O defensor público Carlos Henrique Loureiro, coordenador do núcleo de habitação e urbanismo da Defensoria Pública de São Paulo, tem sobre a sua mesa inúmeras demandas sobre o tema, notadamente dos casos de reintegração de posse, que geram centenas de sem-teto. Ele afirma que a falta de uma política pública de habitação eficaz é responsável pelo "estado de barbárie" vivido na cidade e que a situação pode ser considerada insustentável. Ele acredita que por bem ou por mal, o Estado terá de investir em moradia, sob o risco de agravar a situação social em São Paulo. Loureiro reconhece em parte a alegação de falta de recursos para minimizar o problema, mas sugere que é preciso uma política que seja seguida de forma contínua.

Em sua opinião, mais do que recursos para um projeto de urbanização, são precisos projetos eficientes. Cita exemplo do Chile, que sob o governo Pinochet construiu "caixotes para o depósito de seres humanos", que acabaram reforçando problema social em Santiago. De acordo com ele, o mercado imobiliário paulistano exclui população e cria guetos.Para o defensor, a aprovação do relatório final da Proposta de Emenda à Constituição, que prevê a destinação de 2% da arrecadação federal e 1% da arrecadação dos Estados e municípios para os Fundos nacional, estaduais e municipais de Habitação de Interesse Social, pode não ser a solução do problema, mas pelo menos irá dar mais visibilidade ao debate. Veja os principais trechos da entrevista.

Terra - Como o senhor vê a política habitacional em São Paulo? Há diálogo com o poder público?

Carlos Henrique Loureiro - Essa é uma questão bem complicada. Mesmo quando acionado judicialmente, o município alega que não tem recursos para atender todas as famílias pobres que precisam de moradia. O que em parte é verdade. Nem quero entrar no mérito político, de quem é a culpa pela situação, quem é ou são os responsáveis pela falência da política habitacional. Isso vem de um processo histórico. Não é só do município do Estado ou da União o problema, embora as políticas urbanas sejam prioritariamente dos municípios. Historicamente não houve investimento de moradia popular. Por conta disso e do fato do mercado imobiliário ter excluído a população pobre, fez com que a cidade crescesse de forma desordenada. Quase metade da população paulistana vive em assentamentos urbanos precários. Ela acabou sendo pensada como um espaço de convivência, com direitos de bem estar.

O senhor acredita que a PEC da moradia, caso seja aprovada em votação final, seja um avanço no sentido de investimento contínuo no setor?

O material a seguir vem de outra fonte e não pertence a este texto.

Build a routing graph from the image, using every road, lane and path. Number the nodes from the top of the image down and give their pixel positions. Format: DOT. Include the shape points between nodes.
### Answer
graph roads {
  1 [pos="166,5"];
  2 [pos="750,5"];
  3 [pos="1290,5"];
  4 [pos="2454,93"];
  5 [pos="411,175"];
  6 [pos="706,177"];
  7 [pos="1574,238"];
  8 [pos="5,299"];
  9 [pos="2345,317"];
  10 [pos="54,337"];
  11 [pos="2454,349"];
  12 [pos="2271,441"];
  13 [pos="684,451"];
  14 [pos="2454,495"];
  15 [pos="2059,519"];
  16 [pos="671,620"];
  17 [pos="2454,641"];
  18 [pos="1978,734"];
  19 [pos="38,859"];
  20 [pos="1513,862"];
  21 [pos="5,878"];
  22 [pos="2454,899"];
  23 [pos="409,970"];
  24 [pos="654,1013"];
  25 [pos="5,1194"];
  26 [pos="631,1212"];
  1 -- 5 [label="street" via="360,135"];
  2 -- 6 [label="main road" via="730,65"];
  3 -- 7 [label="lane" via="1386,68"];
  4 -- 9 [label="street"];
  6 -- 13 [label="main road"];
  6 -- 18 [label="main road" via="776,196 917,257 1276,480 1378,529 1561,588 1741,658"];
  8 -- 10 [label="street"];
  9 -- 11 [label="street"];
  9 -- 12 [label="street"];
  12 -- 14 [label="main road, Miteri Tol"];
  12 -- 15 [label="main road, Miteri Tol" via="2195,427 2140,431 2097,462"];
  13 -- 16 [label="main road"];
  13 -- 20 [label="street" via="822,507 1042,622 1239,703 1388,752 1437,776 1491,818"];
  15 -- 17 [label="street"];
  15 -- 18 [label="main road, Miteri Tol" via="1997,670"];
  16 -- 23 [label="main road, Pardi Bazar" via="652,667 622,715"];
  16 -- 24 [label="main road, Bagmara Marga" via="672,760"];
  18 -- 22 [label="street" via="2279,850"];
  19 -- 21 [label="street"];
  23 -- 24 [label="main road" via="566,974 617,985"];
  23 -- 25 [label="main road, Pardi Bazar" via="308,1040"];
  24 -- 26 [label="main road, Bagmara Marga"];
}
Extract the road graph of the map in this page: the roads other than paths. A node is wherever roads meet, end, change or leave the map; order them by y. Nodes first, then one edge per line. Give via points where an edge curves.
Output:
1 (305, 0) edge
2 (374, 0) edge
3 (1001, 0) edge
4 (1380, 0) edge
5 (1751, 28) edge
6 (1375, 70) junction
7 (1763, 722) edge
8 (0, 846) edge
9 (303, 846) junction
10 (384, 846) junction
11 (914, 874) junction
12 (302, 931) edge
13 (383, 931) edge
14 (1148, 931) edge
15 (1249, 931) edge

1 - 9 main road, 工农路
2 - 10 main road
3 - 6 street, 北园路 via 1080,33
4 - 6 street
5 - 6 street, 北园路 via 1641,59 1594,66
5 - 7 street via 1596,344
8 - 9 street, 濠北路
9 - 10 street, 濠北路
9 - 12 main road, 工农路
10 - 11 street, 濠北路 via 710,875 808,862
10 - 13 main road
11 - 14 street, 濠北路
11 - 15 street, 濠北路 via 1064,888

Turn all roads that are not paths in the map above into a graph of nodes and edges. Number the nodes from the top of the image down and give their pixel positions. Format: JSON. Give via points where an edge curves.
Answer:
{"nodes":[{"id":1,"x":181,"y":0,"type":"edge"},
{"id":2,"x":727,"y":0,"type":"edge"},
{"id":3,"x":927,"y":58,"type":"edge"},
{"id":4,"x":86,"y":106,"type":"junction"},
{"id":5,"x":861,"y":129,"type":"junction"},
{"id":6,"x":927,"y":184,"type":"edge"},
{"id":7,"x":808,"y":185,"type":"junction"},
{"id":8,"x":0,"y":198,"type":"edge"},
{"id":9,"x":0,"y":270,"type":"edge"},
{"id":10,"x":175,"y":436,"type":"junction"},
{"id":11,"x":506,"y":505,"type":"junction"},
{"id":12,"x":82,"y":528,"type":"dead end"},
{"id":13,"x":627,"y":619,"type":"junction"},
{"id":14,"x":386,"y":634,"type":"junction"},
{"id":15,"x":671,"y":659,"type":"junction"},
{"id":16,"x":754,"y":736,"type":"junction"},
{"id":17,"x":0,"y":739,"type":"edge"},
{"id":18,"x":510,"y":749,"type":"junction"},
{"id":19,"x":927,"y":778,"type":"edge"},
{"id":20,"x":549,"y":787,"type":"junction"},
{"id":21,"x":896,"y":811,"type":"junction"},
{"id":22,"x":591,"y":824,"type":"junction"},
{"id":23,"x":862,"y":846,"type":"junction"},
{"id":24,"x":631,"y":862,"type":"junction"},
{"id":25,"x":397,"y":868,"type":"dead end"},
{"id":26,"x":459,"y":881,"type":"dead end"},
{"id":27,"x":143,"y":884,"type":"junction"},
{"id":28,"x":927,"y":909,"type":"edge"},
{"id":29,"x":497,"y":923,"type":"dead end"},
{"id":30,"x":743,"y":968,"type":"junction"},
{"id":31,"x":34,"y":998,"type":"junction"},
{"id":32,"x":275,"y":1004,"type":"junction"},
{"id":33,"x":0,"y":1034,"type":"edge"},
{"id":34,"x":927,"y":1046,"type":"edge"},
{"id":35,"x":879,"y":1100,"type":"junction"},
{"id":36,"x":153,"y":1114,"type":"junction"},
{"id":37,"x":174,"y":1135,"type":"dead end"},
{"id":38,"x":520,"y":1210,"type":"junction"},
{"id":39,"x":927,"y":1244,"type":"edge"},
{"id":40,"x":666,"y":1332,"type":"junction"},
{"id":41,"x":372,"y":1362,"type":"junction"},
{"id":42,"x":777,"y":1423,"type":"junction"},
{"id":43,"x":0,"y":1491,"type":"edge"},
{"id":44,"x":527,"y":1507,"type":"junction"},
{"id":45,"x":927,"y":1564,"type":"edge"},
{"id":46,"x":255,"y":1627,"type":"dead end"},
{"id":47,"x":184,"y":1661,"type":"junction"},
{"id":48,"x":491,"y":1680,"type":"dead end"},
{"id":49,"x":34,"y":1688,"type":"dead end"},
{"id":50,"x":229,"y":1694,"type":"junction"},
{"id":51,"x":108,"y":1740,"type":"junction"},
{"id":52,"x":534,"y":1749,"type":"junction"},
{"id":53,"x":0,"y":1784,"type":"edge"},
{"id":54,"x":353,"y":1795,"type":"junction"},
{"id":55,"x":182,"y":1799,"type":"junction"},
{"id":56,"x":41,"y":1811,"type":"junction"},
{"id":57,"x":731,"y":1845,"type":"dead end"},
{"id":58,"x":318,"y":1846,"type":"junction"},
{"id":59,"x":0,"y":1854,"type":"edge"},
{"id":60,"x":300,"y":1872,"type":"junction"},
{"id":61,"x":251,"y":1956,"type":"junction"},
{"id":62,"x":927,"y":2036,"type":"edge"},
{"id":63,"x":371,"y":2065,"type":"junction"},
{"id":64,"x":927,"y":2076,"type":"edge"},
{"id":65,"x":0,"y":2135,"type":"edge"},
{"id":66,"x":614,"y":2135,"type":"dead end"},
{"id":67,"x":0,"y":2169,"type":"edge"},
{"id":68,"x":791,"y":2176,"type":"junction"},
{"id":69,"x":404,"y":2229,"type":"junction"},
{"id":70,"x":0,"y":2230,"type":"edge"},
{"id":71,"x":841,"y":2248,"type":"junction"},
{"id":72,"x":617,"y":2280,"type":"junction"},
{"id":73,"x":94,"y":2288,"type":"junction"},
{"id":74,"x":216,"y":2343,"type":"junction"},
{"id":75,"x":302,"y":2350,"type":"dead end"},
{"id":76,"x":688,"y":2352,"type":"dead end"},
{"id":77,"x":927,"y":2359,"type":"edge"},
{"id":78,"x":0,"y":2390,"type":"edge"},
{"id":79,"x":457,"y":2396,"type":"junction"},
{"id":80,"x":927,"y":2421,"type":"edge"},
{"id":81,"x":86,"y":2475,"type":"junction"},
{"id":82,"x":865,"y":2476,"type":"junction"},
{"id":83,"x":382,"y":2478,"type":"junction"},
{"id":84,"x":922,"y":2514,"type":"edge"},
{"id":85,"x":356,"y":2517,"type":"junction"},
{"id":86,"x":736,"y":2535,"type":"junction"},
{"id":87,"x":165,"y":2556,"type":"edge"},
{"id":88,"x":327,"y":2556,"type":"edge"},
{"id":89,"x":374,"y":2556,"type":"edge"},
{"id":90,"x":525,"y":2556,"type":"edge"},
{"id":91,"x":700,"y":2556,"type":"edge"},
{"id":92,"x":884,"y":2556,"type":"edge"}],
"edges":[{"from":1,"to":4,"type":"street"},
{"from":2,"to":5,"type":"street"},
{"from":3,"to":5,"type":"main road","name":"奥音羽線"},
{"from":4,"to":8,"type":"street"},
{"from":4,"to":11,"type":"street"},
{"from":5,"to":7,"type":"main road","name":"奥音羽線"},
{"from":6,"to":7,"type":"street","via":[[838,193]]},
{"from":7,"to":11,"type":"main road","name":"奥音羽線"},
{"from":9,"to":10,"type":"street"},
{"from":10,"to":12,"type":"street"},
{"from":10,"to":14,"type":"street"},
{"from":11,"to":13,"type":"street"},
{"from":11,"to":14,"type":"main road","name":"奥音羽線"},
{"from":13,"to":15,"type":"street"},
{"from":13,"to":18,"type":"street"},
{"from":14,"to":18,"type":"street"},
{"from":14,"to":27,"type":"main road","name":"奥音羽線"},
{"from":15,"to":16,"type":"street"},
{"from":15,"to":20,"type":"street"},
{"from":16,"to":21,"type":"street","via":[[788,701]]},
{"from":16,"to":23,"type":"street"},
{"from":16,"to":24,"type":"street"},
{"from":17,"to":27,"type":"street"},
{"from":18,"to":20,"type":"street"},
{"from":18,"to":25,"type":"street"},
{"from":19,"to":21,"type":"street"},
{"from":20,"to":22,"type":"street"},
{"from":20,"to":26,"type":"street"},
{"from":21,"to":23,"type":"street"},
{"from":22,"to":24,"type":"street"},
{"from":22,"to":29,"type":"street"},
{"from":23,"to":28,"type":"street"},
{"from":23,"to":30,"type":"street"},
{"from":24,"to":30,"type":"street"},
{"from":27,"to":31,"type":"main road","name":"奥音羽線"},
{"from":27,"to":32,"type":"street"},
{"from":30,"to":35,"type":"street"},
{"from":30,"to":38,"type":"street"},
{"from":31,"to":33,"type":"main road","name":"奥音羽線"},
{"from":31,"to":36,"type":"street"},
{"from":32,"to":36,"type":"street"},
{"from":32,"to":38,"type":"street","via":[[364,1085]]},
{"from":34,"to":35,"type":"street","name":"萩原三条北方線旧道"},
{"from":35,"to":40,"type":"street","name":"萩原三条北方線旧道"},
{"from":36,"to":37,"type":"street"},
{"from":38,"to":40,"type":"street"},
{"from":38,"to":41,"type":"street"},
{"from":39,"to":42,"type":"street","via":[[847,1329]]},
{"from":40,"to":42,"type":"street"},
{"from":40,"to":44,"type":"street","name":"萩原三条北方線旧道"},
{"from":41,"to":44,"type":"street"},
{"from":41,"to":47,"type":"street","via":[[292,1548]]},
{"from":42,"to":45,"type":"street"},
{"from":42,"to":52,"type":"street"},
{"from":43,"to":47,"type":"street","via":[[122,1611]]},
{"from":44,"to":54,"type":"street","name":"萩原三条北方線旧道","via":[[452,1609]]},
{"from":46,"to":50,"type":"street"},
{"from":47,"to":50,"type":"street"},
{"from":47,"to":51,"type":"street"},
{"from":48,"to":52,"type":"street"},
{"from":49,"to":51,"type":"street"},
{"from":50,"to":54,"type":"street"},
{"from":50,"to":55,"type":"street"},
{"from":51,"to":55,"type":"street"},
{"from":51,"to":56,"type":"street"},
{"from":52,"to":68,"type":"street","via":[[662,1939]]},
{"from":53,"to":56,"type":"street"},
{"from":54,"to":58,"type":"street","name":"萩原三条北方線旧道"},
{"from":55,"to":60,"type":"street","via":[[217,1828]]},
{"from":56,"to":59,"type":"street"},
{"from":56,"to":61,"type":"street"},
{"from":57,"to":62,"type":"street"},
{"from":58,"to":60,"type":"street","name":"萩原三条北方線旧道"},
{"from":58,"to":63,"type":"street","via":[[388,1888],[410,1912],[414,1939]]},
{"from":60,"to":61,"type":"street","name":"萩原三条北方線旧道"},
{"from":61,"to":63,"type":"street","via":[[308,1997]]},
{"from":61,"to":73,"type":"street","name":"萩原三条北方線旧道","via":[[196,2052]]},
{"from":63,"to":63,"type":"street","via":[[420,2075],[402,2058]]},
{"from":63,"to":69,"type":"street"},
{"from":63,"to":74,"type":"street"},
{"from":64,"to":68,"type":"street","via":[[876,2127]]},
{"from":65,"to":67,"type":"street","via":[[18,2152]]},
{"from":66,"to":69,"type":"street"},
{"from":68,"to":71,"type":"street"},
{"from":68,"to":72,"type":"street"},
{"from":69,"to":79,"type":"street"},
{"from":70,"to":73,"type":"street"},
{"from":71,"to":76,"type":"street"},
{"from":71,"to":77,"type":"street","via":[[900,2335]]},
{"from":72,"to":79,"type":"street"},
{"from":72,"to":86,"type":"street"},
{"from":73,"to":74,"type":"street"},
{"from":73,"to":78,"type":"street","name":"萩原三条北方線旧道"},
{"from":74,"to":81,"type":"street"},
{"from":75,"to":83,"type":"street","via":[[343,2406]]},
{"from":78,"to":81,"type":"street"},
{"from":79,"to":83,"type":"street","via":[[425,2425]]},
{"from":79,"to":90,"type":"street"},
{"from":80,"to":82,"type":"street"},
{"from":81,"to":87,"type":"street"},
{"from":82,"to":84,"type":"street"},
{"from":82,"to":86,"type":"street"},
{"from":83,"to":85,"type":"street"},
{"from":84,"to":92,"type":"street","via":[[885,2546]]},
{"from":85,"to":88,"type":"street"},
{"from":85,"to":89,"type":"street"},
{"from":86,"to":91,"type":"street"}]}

Ela tem o seu lado bom e o ruim. O lado bom é o reconhecimento político de se investir. O que era um problema de segunda classe se torna prioridade e ganha evidência, é interessante para o estímulo ao debate. Investimento é importante, mas não só ele. É preciso discutir o que se vai fazer com o dinheiro. Não basta apenas construir de qualquer jeito. O Chile, por exemplo, teve uma experiência ruim, onde foram construídos depósitos de gente, "em caixotes", sem nenhuma infraestrutura e que agravam os problemas sociais.

É preciso envolver a população no processo?

É preciso mais do que construir. Tem de se consultar a população, ela precisa participar da execução do plano, para que ela possa receber e se sentir responsável pelo que é seu. Se ela perceber que é algo assistencialista, acaba não cuidando. Porque vai acreditar, lá na frente, que se precisar, vai ter de novo. Falta uma política habitacional eficaz, para que as pessoas tenham dignidade humana. É um longo caminho a ser perseguido. Já estamos em um estado de barbárie. Não sei por quanto tempo essa insustentável situação em habitação vai persistir. As crianças estão fazendo malabarismo na rua porque falta moradia. A origem do problema é política.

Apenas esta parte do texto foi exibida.